** Opening The records block **

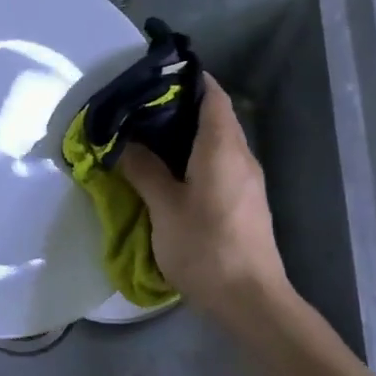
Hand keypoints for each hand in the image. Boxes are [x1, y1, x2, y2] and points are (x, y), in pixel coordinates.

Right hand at [117, 74, 288, 323]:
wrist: (250, 299)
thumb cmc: (206, 248)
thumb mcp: (165, 208)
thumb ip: (144, 171)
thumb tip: (126, 145)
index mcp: (223, 147)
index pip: (212, 94)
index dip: (188, 79)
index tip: (155, 76)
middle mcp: (242, 156)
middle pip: (215, 116)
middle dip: (179, 107)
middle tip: (138, 109)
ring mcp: (248, 181)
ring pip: (218, 142)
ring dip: (186, 135)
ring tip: (147, 138)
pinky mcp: (246, 202)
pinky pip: (221, 164)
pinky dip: (196, 158)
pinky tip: (170, 172)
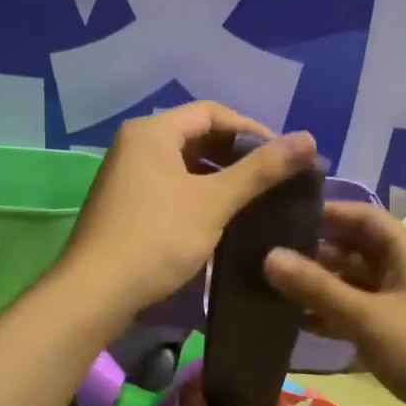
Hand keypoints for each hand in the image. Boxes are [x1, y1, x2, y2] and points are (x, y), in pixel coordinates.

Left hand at [58, 102, 317, 325]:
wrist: (95, 293)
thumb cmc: (157, 238)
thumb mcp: (214, 201)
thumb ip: (261, 170)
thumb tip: (309, 139)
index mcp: (152, 132)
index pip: (212, 112)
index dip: (252, 129)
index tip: (284, 156)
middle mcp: (135, 146)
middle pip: (197, 136)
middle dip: (237, 155)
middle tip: (273, 179)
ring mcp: (126, 177)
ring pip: (184, 165)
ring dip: (219, 178)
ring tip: (254, 200)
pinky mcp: (126, 206)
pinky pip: (170, 188)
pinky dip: (198, 196)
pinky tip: (221, 219)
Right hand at [263, 202, 405, 405]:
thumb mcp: (366, 317)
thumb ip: (316, 288)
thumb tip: (269, 256)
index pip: (362, 216)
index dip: (325, 212)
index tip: (281, 216)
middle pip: (357, 249)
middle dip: (316, 252)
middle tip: (268, 256)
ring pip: (357, 283)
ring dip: (322, 286)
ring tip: (275, 289)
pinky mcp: (404, 334)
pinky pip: (363, 313)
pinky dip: (335, 314)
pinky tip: (301, 324)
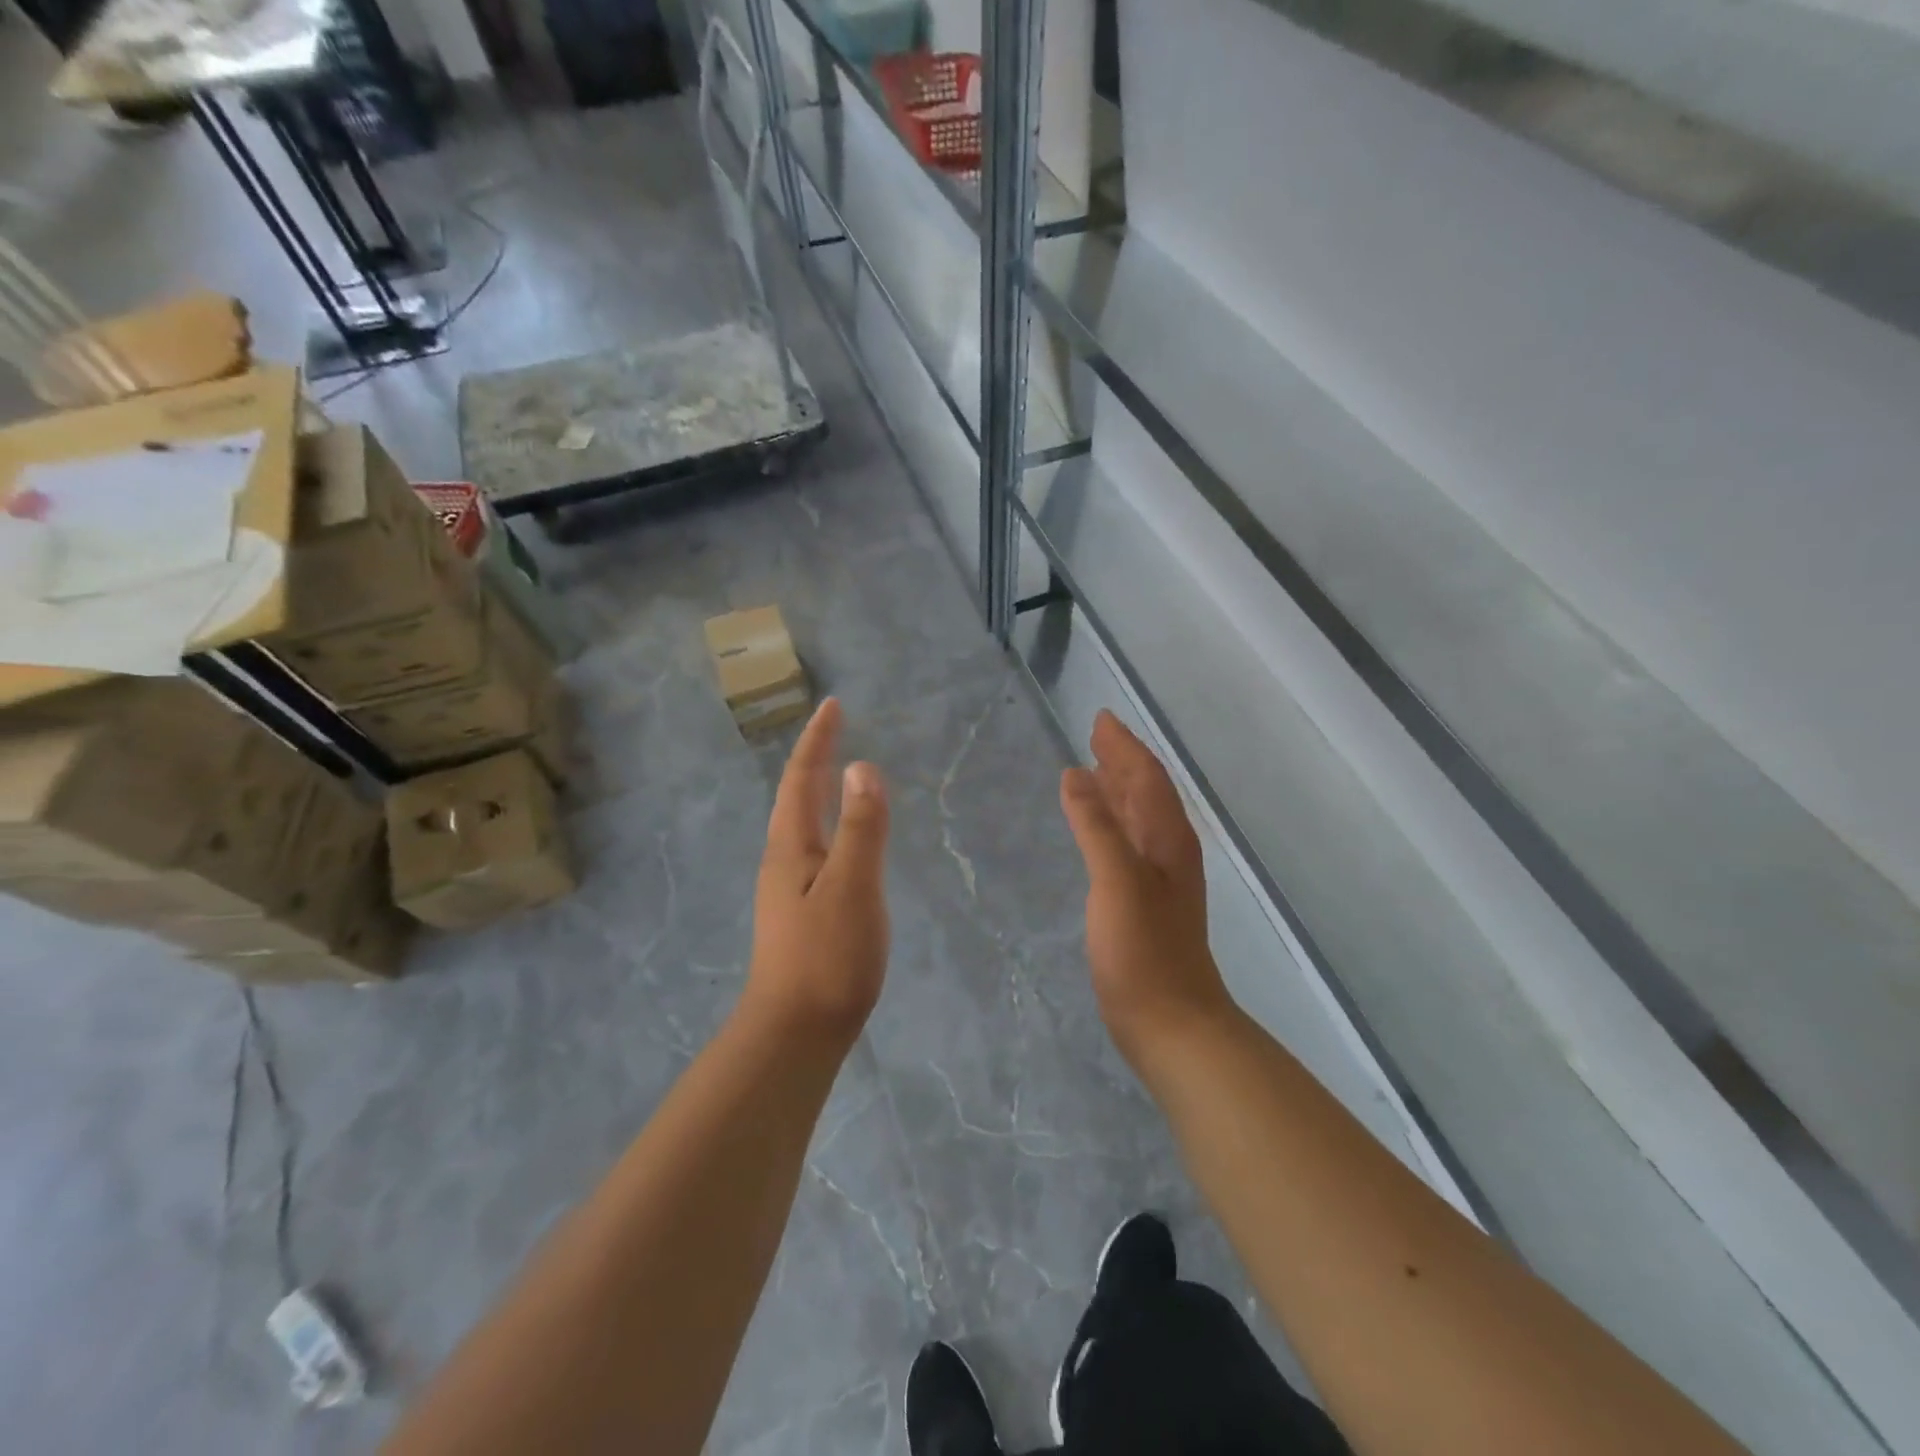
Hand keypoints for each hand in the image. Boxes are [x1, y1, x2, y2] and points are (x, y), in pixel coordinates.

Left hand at [745, 699, 890, 1045]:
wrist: (796, 1033)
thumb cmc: (827, 957)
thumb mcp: (852, 887)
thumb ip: (861, 828)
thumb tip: (862, 767)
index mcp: (791, 847)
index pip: (801, 779)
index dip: (818, 740)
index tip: (832, 705)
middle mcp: (783, 861)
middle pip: (795, 797)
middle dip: (814, 758)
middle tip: (834, 728)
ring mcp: (788, 889)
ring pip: (801, 824)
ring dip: (816, 790)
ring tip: (836, 773)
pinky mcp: (801, 914)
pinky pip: (814, 848)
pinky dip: (828, 824)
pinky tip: (840, 841)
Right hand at [1060, 711, 1234, 1065]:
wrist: (1172, 1024)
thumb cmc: (1144, 952)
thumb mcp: (1117, 882)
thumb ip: (1096, 827)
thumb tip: (1075, 775)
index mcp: (1168, 839)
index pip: (1146, 777)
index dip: (1124, 746)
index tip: (1101, 719)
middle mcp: (1168, 851)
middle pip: (1146, 792)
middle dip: (1122, 760)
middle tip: (1095, 735)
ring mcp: (1159, 879)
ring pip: (1139, 817)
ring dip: (1118, 789)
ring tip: (1093, 769)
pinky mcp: (1144, 902)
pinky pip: (1128, 843)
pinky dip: (1111, 823)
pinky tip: (1097, 830)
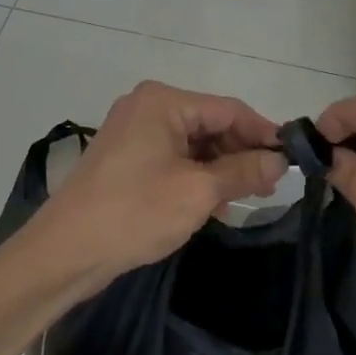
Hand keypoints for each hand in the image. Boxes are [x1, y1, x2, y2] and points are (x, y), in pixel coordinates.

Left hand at [43, 82, 286, 281]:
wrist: (64, 252)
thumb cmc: (134, 212)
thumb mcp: (198, 191)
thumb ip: (243, 171)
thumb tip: (279, 161)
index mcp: (163, 102)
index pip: (228, 109)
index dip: (263, 133)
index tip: (291, 159)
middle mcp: (148, 108)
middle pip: (210, 125)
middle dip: (241, 154)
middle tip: (270, 186)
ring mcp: (134, 134)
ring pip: (194, 145)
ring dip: (221, 169)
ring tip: (247, 198)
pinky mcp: (126, 160)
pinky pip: (174, 159)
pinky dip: (196, 177)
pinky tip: (215, 204)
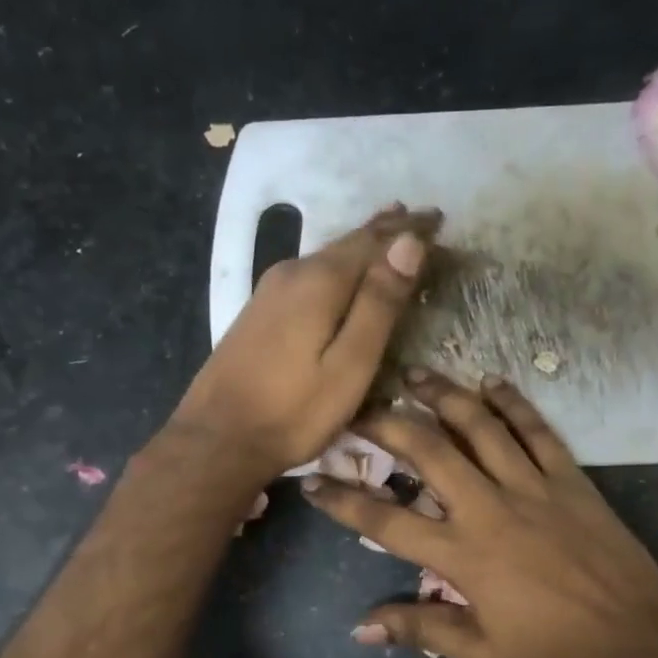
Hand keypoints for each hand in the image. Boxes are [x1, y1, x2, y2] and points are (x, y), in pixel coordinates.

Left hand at [167, 205, 440, 482]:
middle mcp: (292, 272)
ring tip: (389, 236)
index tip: (438, 219)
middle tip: (420, 219)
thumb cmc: (295, 412)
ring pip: (327, 258)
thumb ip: (380, 303)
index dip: (408, 231)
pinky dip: (338, 268)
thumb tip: (409, 242)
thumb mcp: (350, 365)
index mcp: (319, 281)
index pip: (374, 241)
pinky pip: (310, 276)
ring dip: (361, 247)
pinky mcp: (259, 313)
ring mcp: (269, 292)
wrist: (218, 439)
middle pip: (347, 243)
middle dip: (386, 232)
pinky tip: (342, 275)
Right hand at [301, 369, 657, 657]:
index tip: (312, 480)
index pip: (386, 522)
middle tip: (358, 408)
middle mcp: (489, 507)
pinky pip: (536, 429)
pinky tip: (491, 382)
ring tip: (414, 375)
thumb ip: (419, 628)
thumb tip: (361, 627)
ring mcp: (532, 485)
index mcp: (462, 554)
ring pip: (480, 425)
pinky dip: (513, 402)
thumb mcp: (479, 651)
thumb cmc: (552, 649)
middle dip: (386, 424)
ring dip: (443, 396)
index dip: (343, 500)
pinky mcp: (569, 477)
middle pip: (428, 451)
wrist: (636, 635)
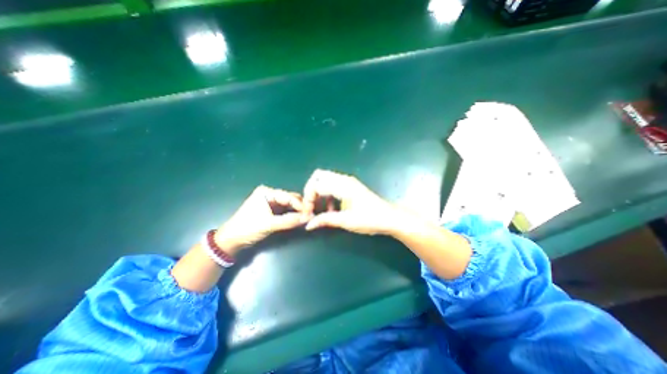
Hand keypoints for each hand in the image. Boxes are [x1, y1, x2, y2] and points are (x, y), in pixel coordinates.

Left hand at [215, 185, 304, 255]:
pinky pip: (286, 211)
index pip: (288, 196)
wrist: (231, 241)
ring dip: (297, 211)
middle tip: (311, 215)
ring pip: (289, 205)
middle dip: (300, 207)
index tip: (310, 212)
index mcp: (267, 192)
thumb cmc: (247, 228)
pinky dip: (292, 215)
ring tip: (307, 217)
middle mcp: (270, 195)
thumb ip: (288, 221)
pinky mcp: (272, 211)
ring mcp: (271, 203)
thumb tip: (308, 218)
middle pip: (290, 199)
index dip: (300, 205)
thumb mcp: (269, 224)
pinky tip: (300, 219)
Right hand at [302, 170, 400, 235]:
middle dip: (311, 191)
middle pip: (318, 176)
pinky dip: (327, 194)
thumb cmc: (370, 219)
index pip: (316, 185)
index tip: (308, 214)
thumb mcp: (346, 221)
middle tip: (311, 206)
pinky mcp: (350, 187)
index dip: (308, 199)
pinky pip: (333, 185)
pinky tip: (331, 209)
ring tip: (320, 210)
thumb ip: (325, 220)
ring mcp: (348, 182)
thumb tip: (308, 224)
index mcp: (342, 185)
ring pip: (325, 180)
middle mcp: (343, 179)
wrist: (389, 217)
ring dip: (319, 193)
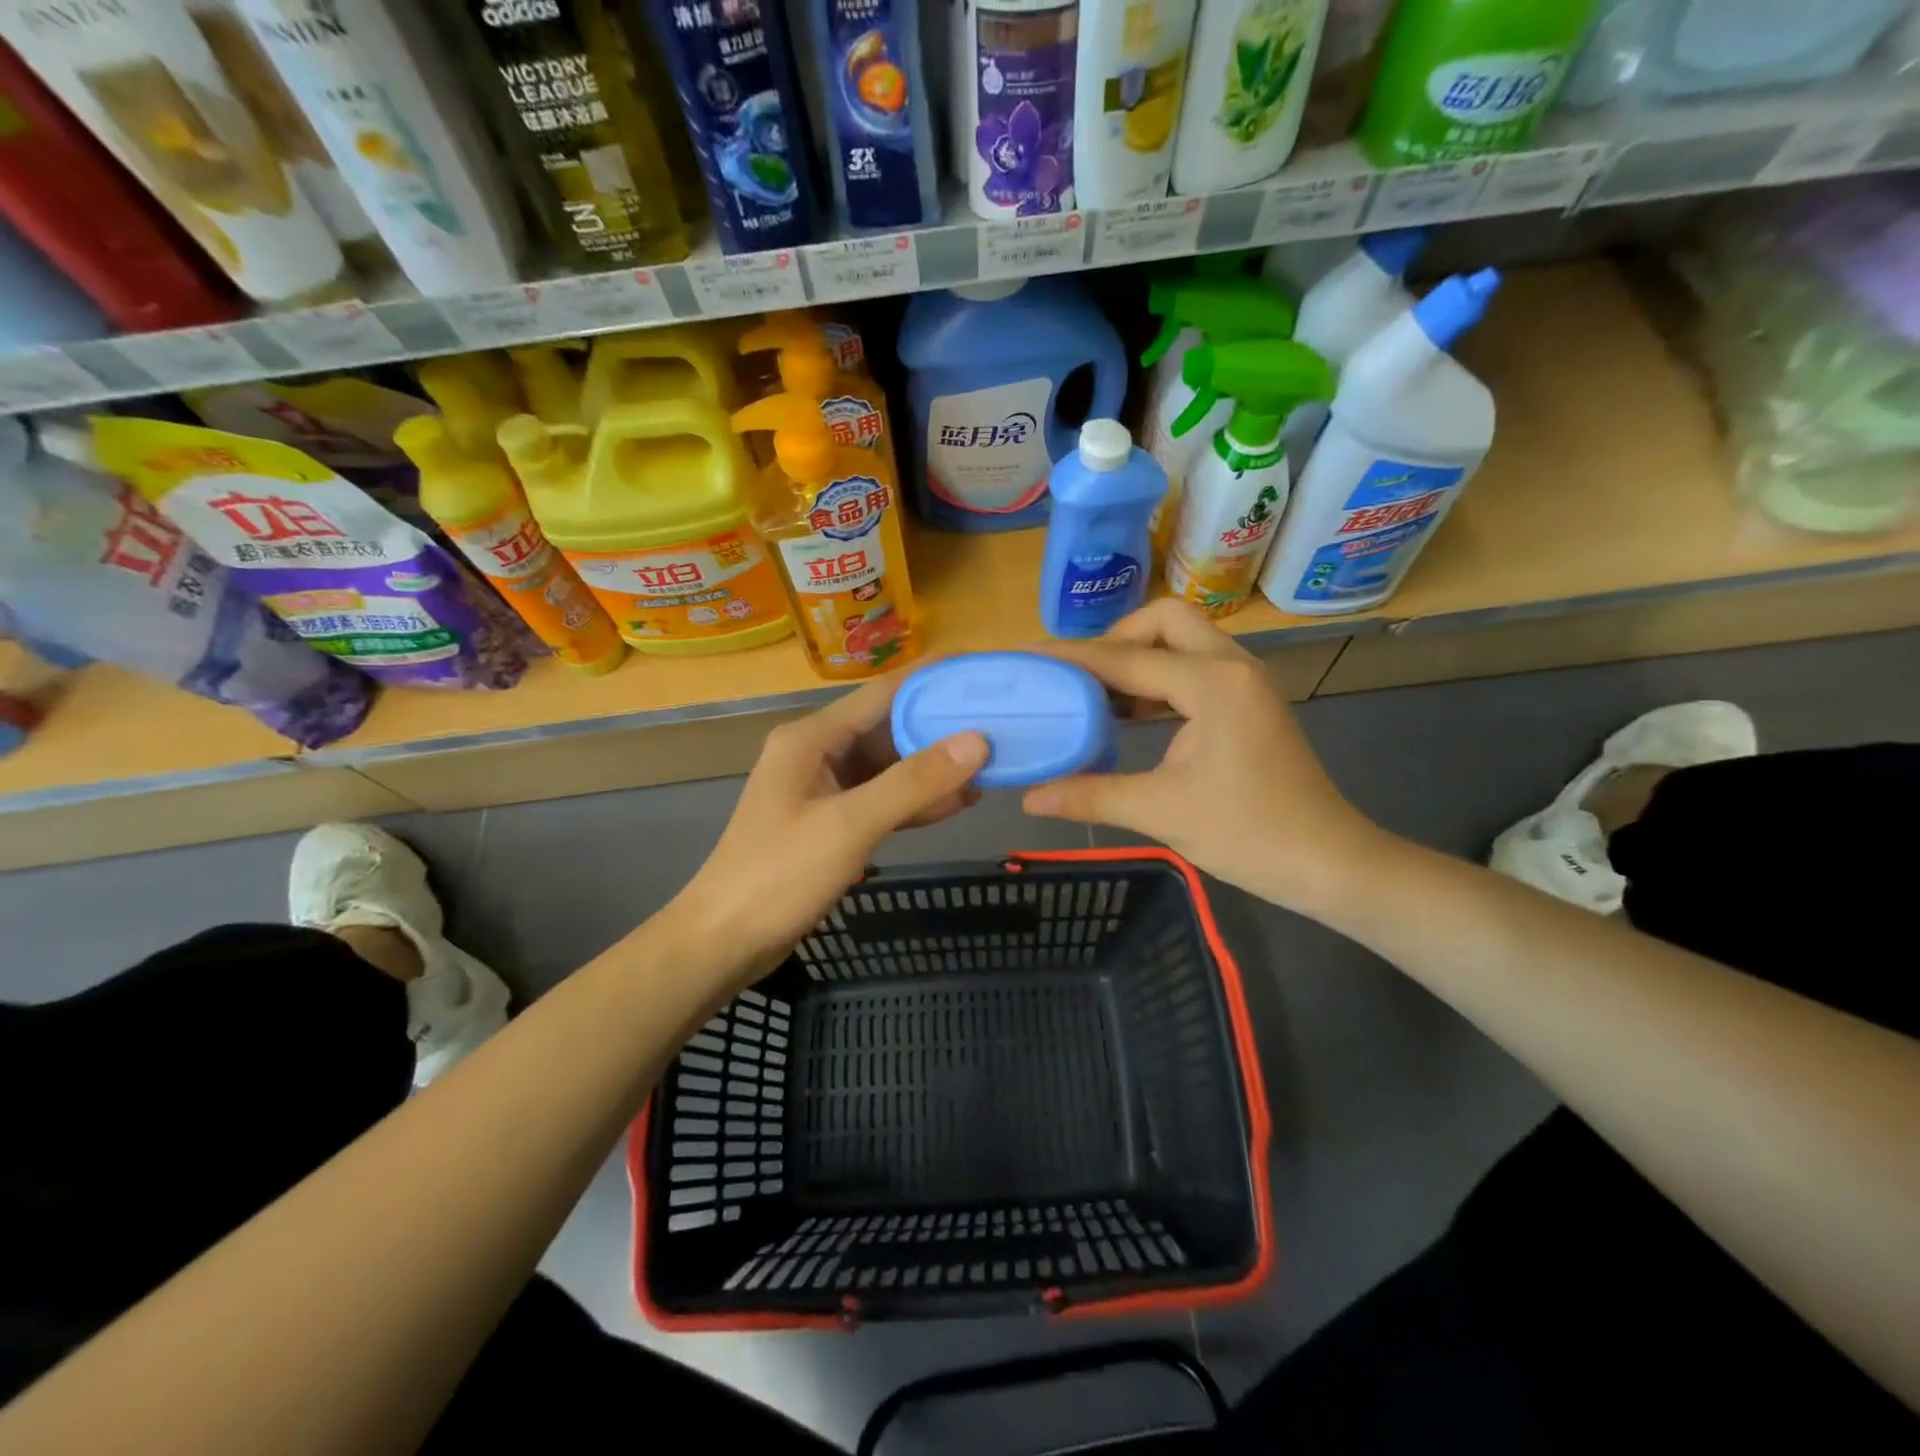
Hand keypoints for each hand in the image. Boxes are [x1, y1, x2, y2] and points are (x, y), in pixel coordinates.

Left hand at [676, 670, 988, 982]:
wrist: (725, 941)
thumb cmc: (779, 875)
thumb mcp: (850, 825)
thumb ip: (913, 783)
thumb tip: (977, 741)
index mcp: (813, 738)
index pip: (884, 693)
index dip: (933, 681)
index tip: (982, 675)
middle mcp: (818, 752)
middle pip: (889, 727)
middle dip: (942, 727)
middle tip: (1000, 725)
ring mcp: (824, 788)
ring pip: (889, 766)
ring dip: (934, 768)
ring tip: (991, 765)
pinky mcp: (831, 821)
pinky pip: (882, 799)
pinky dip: (915, 800)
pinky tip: (957, 803)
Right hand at [1024, 600, 1379, 911]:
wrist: (1328, 862)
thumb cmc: (1248, 834)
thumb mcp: (1160, 812)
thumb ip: (1090, 795)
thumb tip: (1031, 797)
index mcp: (1212, 684)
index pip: (1127, 659)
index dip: (1074, 658)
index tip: (1031, 655)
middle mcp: (1232, 666)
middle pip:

** Closing The records block **

■ **Task**:
For every line in the material above that holds the string "wrist", add one to a count; state only the final count.

■ **Response**:
11